PHILADELPHIA (CBS) -- Here's the formula the way I see it:

-- Inoffensive and funny equals funny.

-- Offensive and funny also equals funny.

-- But offensive and unfunny merely equals offensive.

The contemptible compilation comedy Movie 43 is simply offensive.

The final score? Movie 43, me zip.  That's in terms of laughter and enjoyment and appreciation:  Zip.

½
(½ star out of 4)

Here's a movie boasting "the biggest cast ever assembled" hell-bent on demonstrating that more is less. It succeeds, big-time. Make that small-time.

Movie 43, which about 43 celebrities parade through, features a star-studded, eclectic ensemble cast -– including but not limited to Hugh Jackman, Halle Berry, Richard Gere, Kate Winslet, Dennis Quaid, Elizabeth Banks, Common, Jason Sudeikis, Greg Kinnear, Justin Long, Terrence Howard, Seth MacFarlane, Anna Faris, Josh Duhamel, Kate Bosworth, Kieran Culkin, Gerard Butler, Johnny Knoxvbille, Naomi Watts, Seann William Scott, and Uma Thurman.  In other words, comedy veterans as well as visitors from the dramatic realm, a spirited mix of the very famous, the sort-of famous, the soon-to-be-famous, and a few celebrity couples.

Did I mention that a lot of them are famous?

It's a raunchy, taboo-tweaking, R-rated (and a hard R it is) assemblage of loosely intertwined comedy vignettes -– most of which would have been summarily rejected by "Saturday Night Live" -- that are obliquely and lackadaisically connected.

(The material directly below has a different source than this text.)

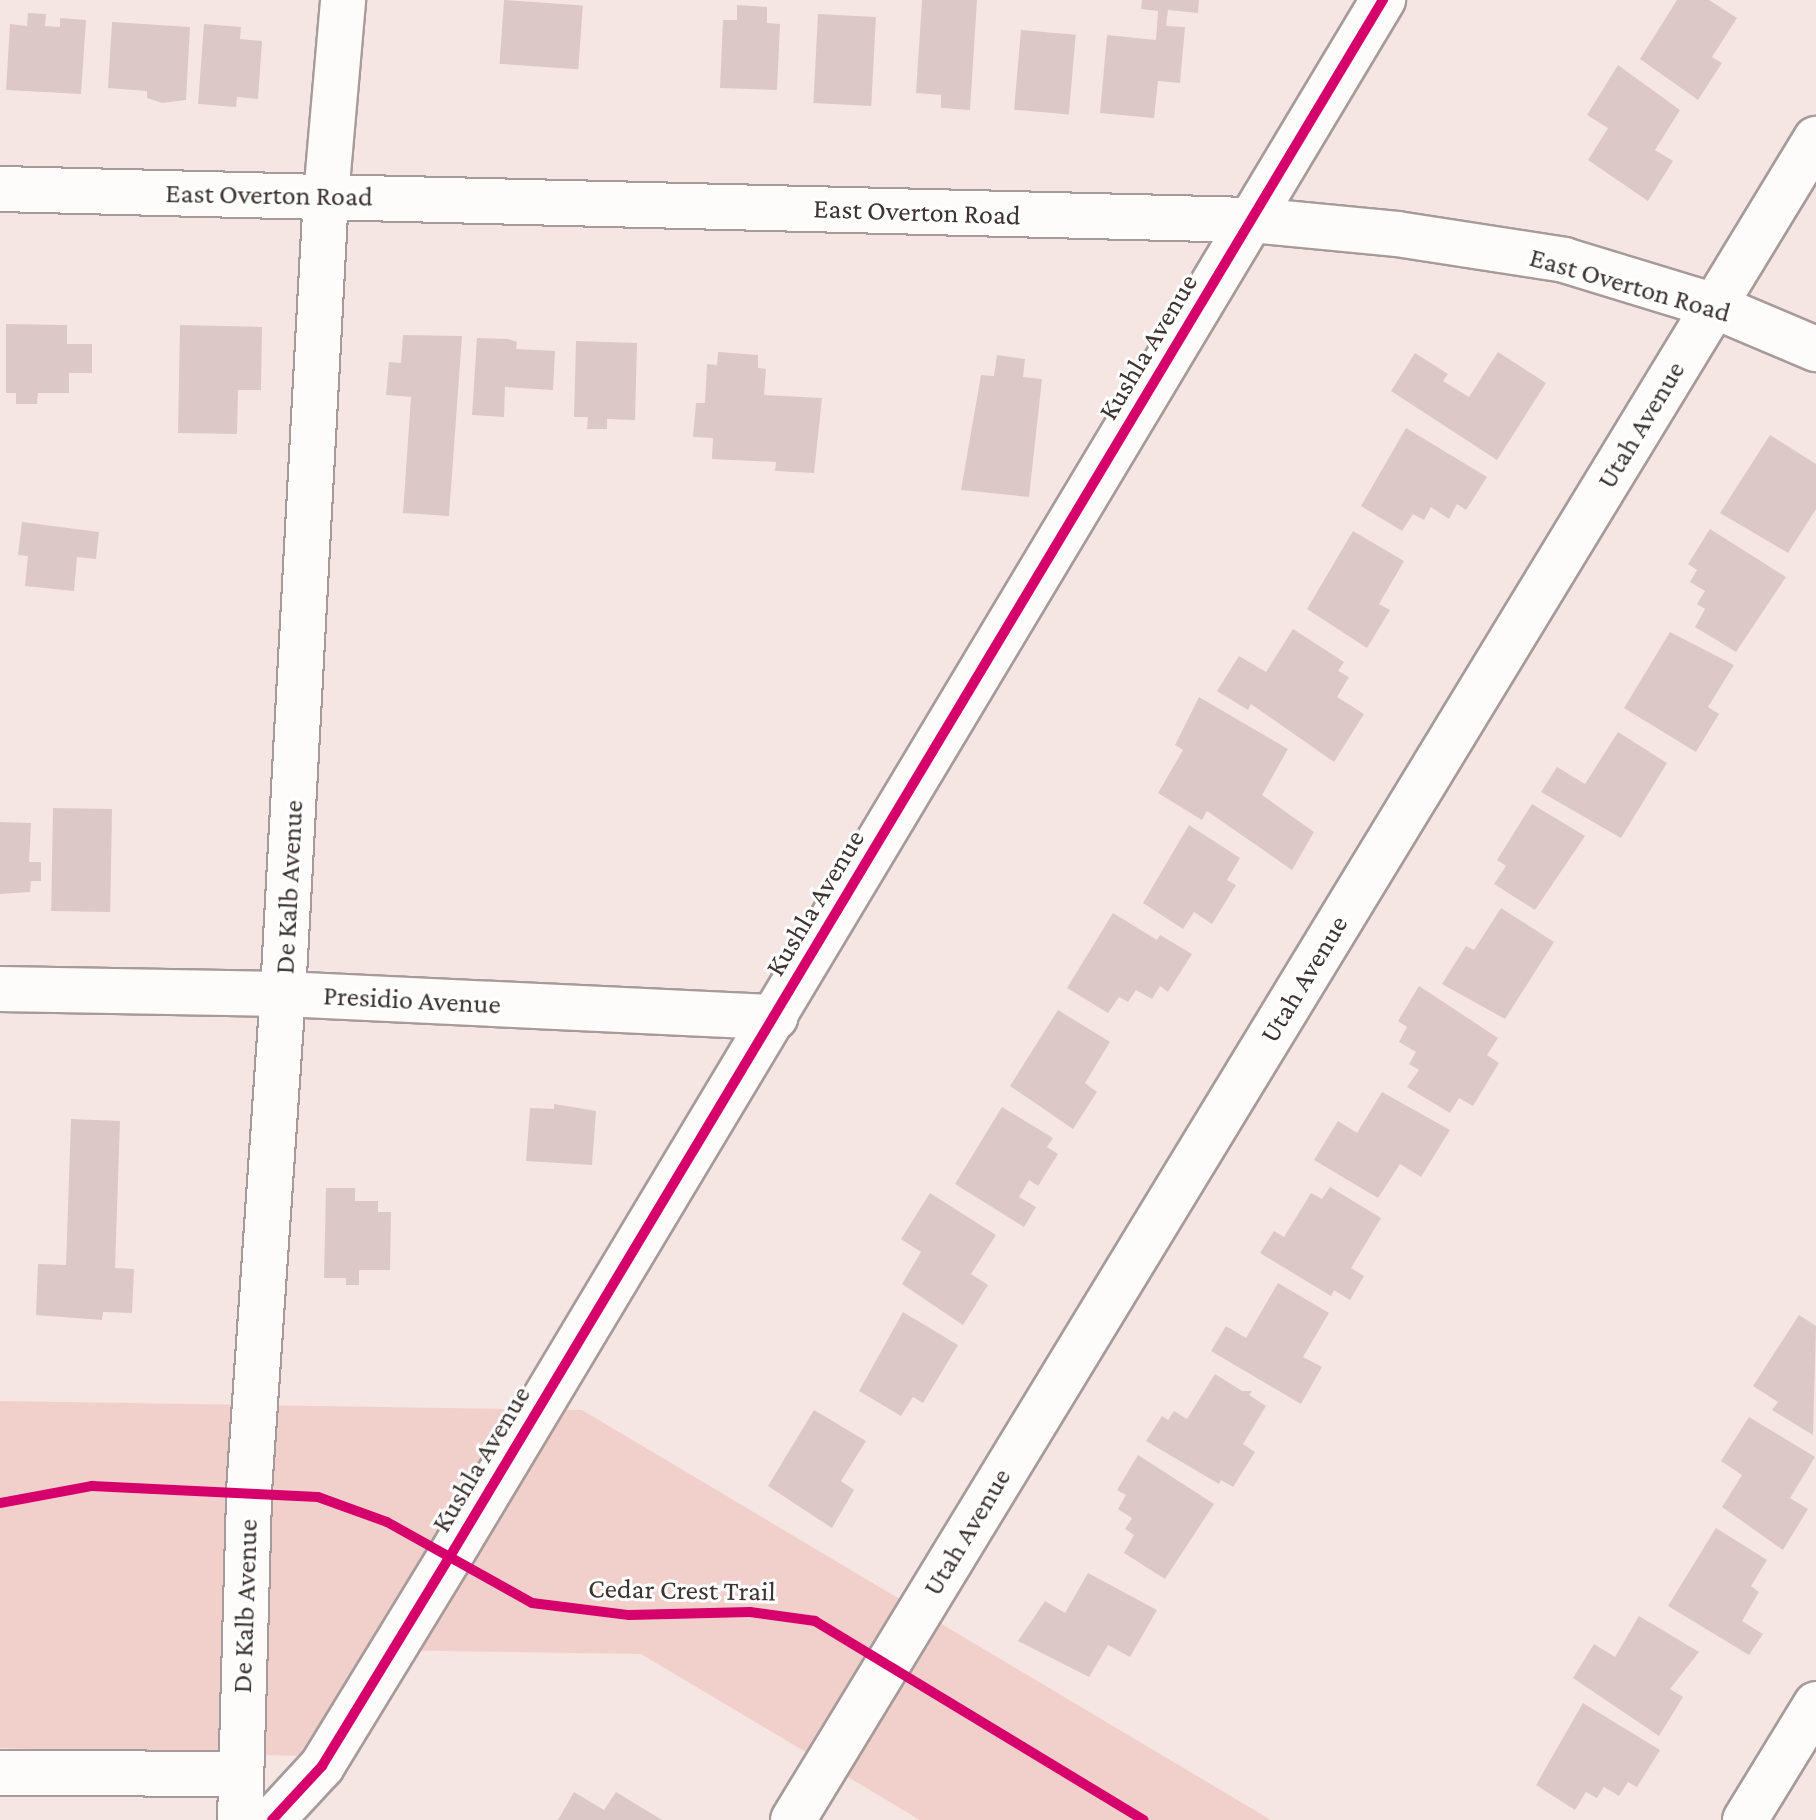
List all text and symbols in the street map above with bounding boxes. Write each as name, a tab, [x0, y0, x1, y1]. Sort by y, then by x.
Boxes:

If there is any line of narrative continuity, it's the wraparound, which involves the attempts of Quaid to get a movie greenlighted.

You know that line between funny and offensive that an off-color joke or bit or gag has to stop short of so as not be demeaning?  Well, this movie lives on the far side of that line.

Producer and director Peter Farrelly, working alone rather than with his brother (Dumb & Dumber, There's Something About Mary, The Three Stooges), did the film in bits and pieces over the course of five years, shooting short segments whenever his actors became available.

With shock value seemingly the only thing on his comedy agenda and given the doodle-pad nature of this sorry enterprise, it's easy to imagine Bobby Farrelly -– or anybody else, for that matter -- wanting to sit this one out.

The script by the committee of Steve Baker, Rocky Russo, Jeremy Sosenko, and Matt Portnesy features a dozen storylines, each handled by a different director: in alphabetical order, Elizabeth Banks, Steven Brill, Steve Carr, Rusty Cundieff, James Duffy, Griffin Dunne, director Farrelly (who handled two blind-date-related segments), Patrik Forsberg, James Gunn, Bob Odenkirk, Brett Ratner, and Jonathan van Tulleken.

The anything-for-a-laugh approach, with the makers more or less scoffing at the notion of character development or emotional engagement, has a deadening effect that kicks in pretty early on.  And we spend much of our viewing time wondering just how the makers talked the performers into stooping quite so low.

Maybe it was the chance to be filthy and irreverent in ways they wouldn't dare in any respectable narrative film.

Anyway, we'll film ½ star out of 4 for this loose anthology of self-contained, unabashedly tasteless, and startlingly unfunny comedy sketches.  Movie 43 is, even this early in 2013, a strong candidate for the worst movie of the year.